The Mosspark Drive Campus is located on Mosspark Drive.
In 2004 Building Design Partnership was appointed architect and design team leader for a major refurbishment and development project at the campus. This comprised building a new Family Centre and an Industry Skills Centre, as well as refurbishment of the existing tower block at the campus. The Skills Centre was partly financed by a donation from the Robertson Trust of £100,000.

==Running of the College==

In 1975 Strathclyde Regional Council became the administering authority of the college, taking over from the City of Glasgow Corporation.

From 1993 onwards the funding of further education colleges passed from local government to central government and the responsibility for Cardonald College devolved to a Board of Management.

==Qualifications==

Cardonald College offered a range of qualifications certified by the Scottish Qualifications Authority. A number of these were:

- Intermediate 1
- Intermediate 2
- Highers
- Higher National Certificate
- Higher National Diploma
- Professional Development Awards
- Scottish Vocational Qualification

==Organisation==

Cardonald College was split up into five faculties:

- Access & Continuing Learning
- Care, Science & Sport
- Creative Industries
- Technology & Business
- Training Solutions

==Chartered insurance institution==

Cardonald College became the first Scottish higher education facility to become accredited by the Chartered Insurance Institute for its financial planning course.

==HMIE Inspection==

Her Majesty's Inspectorate of Education is a government organisation in charge of checking the quality of education proved at a learning facility.

The most recent HMIE inspection took place on week beginning 10 March 2008.

HMIE found that Cardonald College had effective learning and teaching processes.
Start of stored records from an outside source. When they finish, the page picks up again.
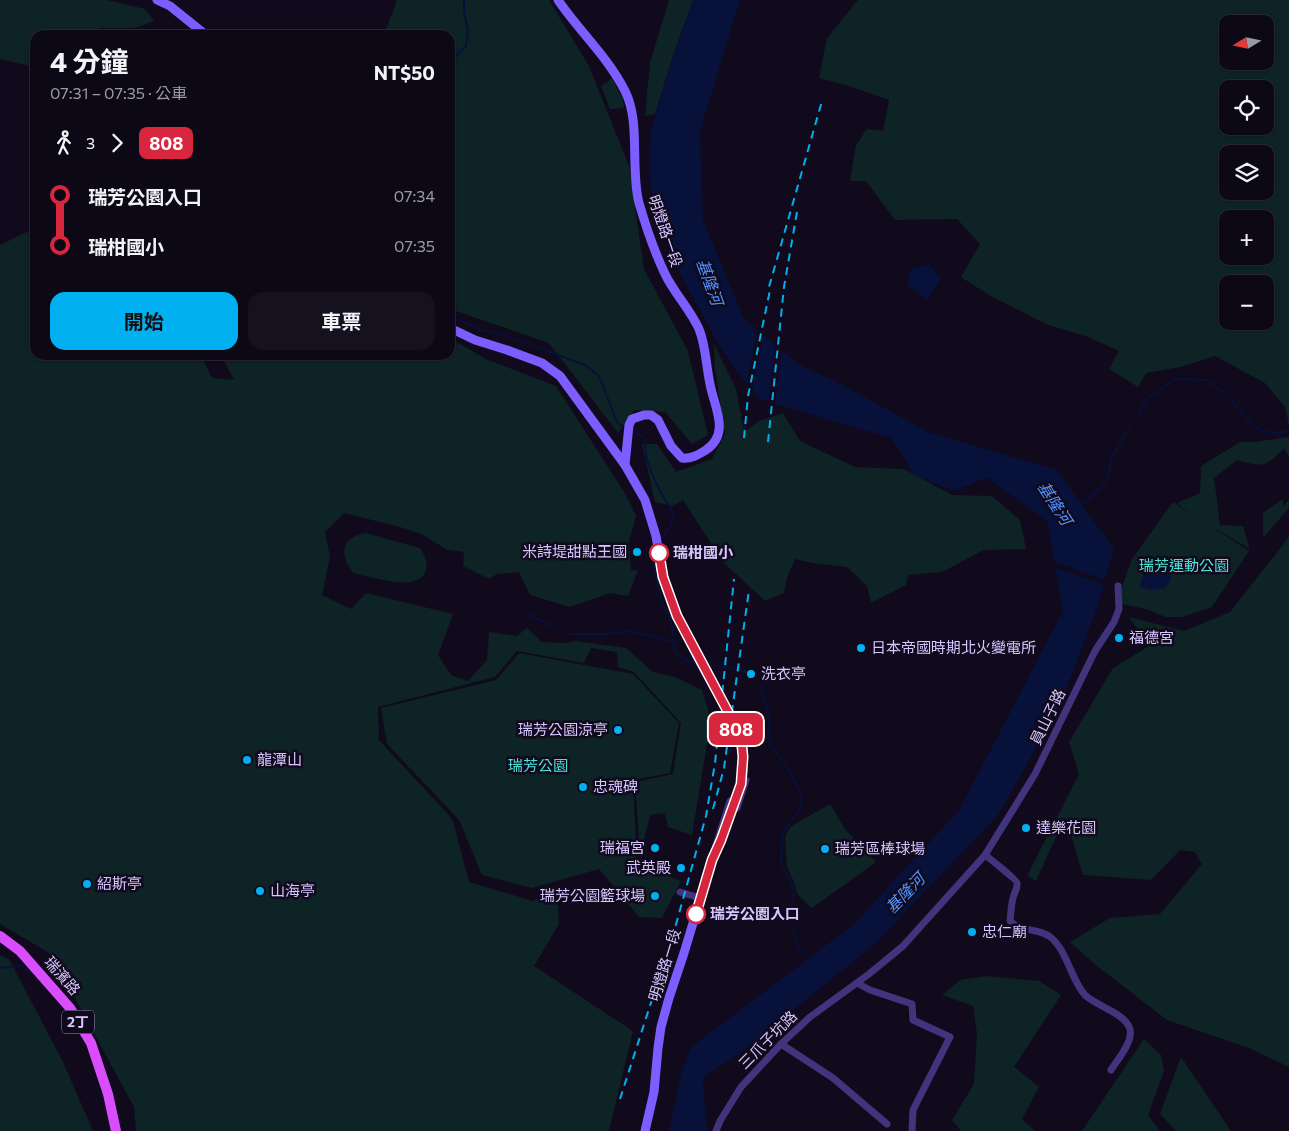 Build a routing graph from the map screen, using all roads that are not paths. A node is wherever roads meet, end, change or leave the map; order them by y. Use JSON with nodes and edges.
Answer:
{"nodes":[{"id":1,"x":157,"y":0,"type":"edge"},
{"id":2,"x":558,"y":0,"type":"edge"},
{"id":3,"x":200,"y":30,"type":"edge"},
{"id":4,"x":455,"y":330,"type":"edge"},
{"id":5,"x":625,"y":465,"type":"junction"},
{"id":6,"x":1118,"y":586,"type":"dead end"},
{"id":7,"x":713,"y":674,"type":"dead end"},
{"id":8,"x":706,"y":678,"type":"dead end"},
{"id":9,"x":985,"y":855,"type":"junction"},
{"id":10,"x":712,"y":860,"type":"junction"},
{"id":11,"x":680,"y":892,"type":"dead end"},
{"id":12,"x":700,"y":898,"type":"junction"},
{"id":13,"x":0,"y":936,"type":"edge"},
{"id":14,"x":857,"y":983,"type":"junction"},
{"id":15,"x":780,"y":1044,"type":"junction"},
{"id":16,"x":1112,"y":1070,"type":"dead end"},
{"id":17,"x":887,"y":1124,"type":"dead end"},
{"id":18,"x":116,"y":1131,"type":"edge"},
{"id":19,"x":645,"y":1131,"type":"edge"},
{"id":20,"x":716,"y":1131,"type":"edge"},
{"id":21,"x":912,"y":1131,"type":"edge"}],
"edges":[{"from":1,"to":3,"type":"main road"},
{"from":2,"to":5,"type":"main road","name":"明燈路一段"},
{"from":4,"to":5,"type":"main road"},
{"from":5,"to":10,"type":"main road","name":"明燈路一段","bridge":true},
{"from":6,"to":9,"type":"street","name":"員山子路"},
{"from":7,"to":8,"type":"street"},
{"from":9,"to":14,"type":"street","name":"三爪子坑路"},
{"from":9,"to":16,"type":"street"},
{"from":10,"to":10,"type":"street"},
{"from":10,"to":12,"type":"main road","name":"明燈路一段"},
{"from":11,"to":12,"type":"street"},
{"from":12,"to":19,"type":"main road","name":"明燈路一段"},
{"from":13,"to":18,"type":"main road","name":"瑞濱路","number":"2丁"},
{"from":14,"to":15,"type":"street","name":"三爪子坑路"},
{"from":14,"to":21,"type":"street"},
{"from":15,"to":17,"type":"street"},
{"from":15,"to":20,"type":"street","name":"三爪子坑路"}]} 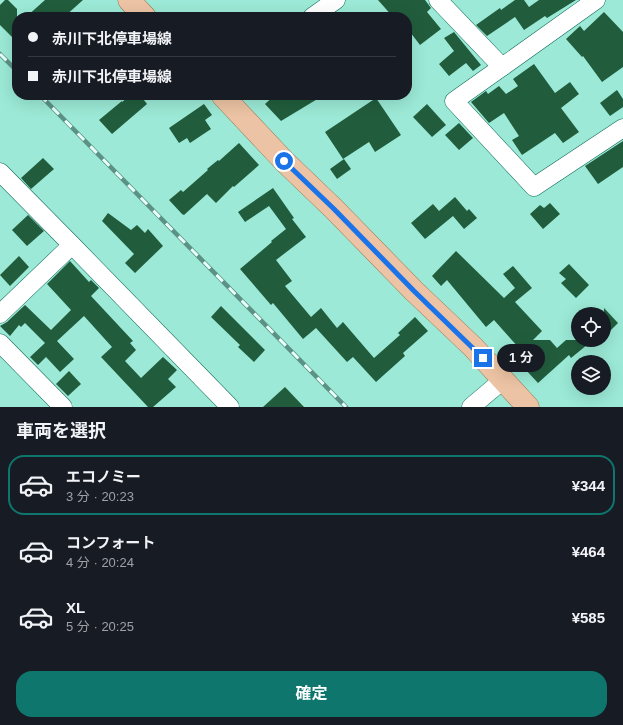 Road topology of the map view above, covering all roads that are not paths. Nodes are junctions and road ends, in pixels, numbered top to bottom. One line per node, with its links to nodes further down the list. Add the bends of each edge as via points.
1 (129, 0): 5 (main road)
2 (336, 0): 6 (street)
3 (438, 0): 7 (street)
4 (596, 0): 7 (street)
5 (140, 12)
6 (319, 12)
7 (502, 67): 9 (street, via 454,101 534,187)
8 (227, 100): 14 (main road, via 284,161 473,347)
9 (623, 128)
10 (0, 172): 11 (street)
11 (72, 245): 12 (street); 16 (street)
12 (0, 314)
13 (0, 343): 15 (street)
14 (503, 380): 17 (street); 18 (main road)
15 (63, 407)
16 (230, 407)
17 (471, 407)
18 (528, 407)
Also that it was helping students progress, achieving suitable outcomes and that the college is managing well and increasing the quality of its services for its students

==Mergers==

On 17 November 2011, Cardonald College announced it had entered merger talks with Anniesland College and on 28 March 2012 it was announced by Cardonald College principal, Susan Walsh, that a merger of Cardonald College, Anniesland College and Langside College was "highly likely."

On 30 July 2012, the colleges agreed to push ahead with merger plans and named The Guardian reporter and Cardonald College journalism lecturer, Kirsty Scott, the Merger Communications Manager.

On 28 August 2012, a formal consultation was launched which ran until 16 November 2012.

On 14 December 2012, Cardonald College principal Susan Walsh was appointed principal of the new college.

On 1 August 2013, Cardonald College, along with Anniesland College and Langside College, were absorbed to form Glasgow Clyde College. As a result of the merger, Cardonald College became Glasgow Clyde College Cardonald Campus.